Given information:

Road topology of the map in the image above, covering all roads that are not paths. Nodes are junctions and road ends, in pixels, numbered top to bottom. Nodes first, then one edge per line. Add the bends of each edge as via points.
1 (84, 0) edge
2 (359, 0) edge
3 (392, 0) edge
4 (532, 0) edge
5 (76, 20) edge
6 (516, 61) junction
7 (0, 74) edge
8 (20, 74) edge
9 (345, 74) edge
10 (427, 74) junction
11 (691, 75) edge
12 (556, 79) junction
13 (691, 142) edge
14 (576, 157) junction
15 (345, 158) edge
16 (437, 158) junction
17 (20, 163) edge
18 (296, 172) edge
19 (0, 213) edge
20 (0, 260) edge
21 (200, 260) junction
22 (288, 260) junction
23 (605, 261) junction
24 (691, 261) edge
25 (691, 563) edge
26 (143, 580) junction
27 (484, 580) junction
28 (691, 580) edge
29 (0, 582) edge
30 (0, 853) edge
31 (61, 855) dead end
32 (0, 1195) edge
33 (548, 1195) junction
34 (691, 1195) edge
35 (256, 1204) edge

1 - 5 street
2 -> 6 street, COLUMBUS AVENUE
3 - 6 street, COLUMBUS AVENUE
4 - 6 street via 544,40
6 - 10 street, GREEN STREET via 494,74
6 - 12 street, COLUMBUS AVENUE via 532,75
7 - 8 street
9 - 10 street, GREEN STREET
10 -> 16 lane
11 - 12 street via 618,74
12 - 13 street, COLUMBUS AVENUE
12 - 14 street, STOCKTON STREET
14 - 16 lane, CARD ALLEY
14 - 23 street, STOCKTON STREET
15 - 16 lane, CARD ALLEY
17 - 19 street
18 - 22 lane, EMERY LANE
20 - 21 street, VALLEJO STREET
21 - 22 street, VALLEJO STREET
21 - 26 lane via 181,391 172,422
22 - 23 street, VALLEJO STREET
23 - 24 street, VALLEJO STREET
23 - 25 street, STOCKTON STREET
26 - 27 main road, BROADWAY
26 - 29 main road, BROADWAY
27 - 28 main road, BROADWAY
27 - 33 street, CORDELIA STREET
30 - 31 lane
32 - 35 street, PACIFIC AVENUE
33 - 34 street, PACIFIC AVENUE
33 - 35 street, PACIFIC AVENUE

What the task requires:
Set the entries above down again, each one exactly as written.

Result for this exercise:
Road topology of the map in the image above, covering all roads that are not paths. Nodes are junctions and road ends, in pixels, numbered top to bottom. Nodes first, then one edge per line. Add the bends of each edge as via points.
1 (84, 0) edge
2 (359, 0) edge
3 (392, 0) edge
4 (532, 0) edge
5 (76, 20) edge
6 (516, 61) junction
7 (0, 74) edge
8 (20, 74) edge
9 (345, 74) edge
10 (427, 74) junction
11 (691, 75) edge
12 (556, 79) junction
13 (691, 142) edge
14 (576, 157) junction
15 (345, 158) edge
16 (437, 158) junction
17 (20, 163) edge
18 (296, 172) edge
19 (0, 213) edge
20 (0, 260) edge
21 (200, 260) junction
22 (288, 260) junction
23 (605, 261) junction
24 (691, 261) edge
25 (691, 563) edge
26 (143, 580) junction
27 (484, 580) junction
28 (691, 580) edge
29 (0, 582) edge
30 (0, 853) edge
31 (61, 855) dead end
32 (0, 1195) edge
33 (548, 1195) junction
34 (691, 1195) edge
35 (256, 1204) edge

1 - 5 street
2 -> 6 street, COLUMBUS AVENUE
3 - 6 street, COLUMBUS AVENUE
4 - 6 street via 544,40
6 - 10 street, GREEN STREET via 494,74
6 - 12 street, COLUMBUS AVENUE via 532,75
7 - 8 street
9 - 10 street, GREEN STREET
10 -> 16 lane
11 - 12 street via 618,74
12 - 13 street, COLUMBUS AVENUE
12 - 14 street, STOCKTON STREET
14 - 16 lane, CARD ALLEY
14 - 23 street, STOCKTON STREET
15 - 16 lane, CARD ALLEY
17 - 19 street
18 - 22 lane, EMERY LANE
20 - 21 street, VALLEJO STREET
21 - 22 street, VALLEJO STREET
21 - 26 lane via 181,391 172,422
22 - 23 street, VALLEJO STREET
23 - 24 street, VALLEJO STREET
23 - 25 street, STOCKTON STREET
26 - 27 main road, BROADWAY
26 - 29 main road, BROADWAY
27 - 28 main road, BROADWAY
27 - 33 street, CORDELIA STREET
30 - 31 lane
32 - 35 street, PACIFIC AVENUE
33 - 34 street, PACIFIC AVENUE
33 - 35 street, PACIFIC AVENUE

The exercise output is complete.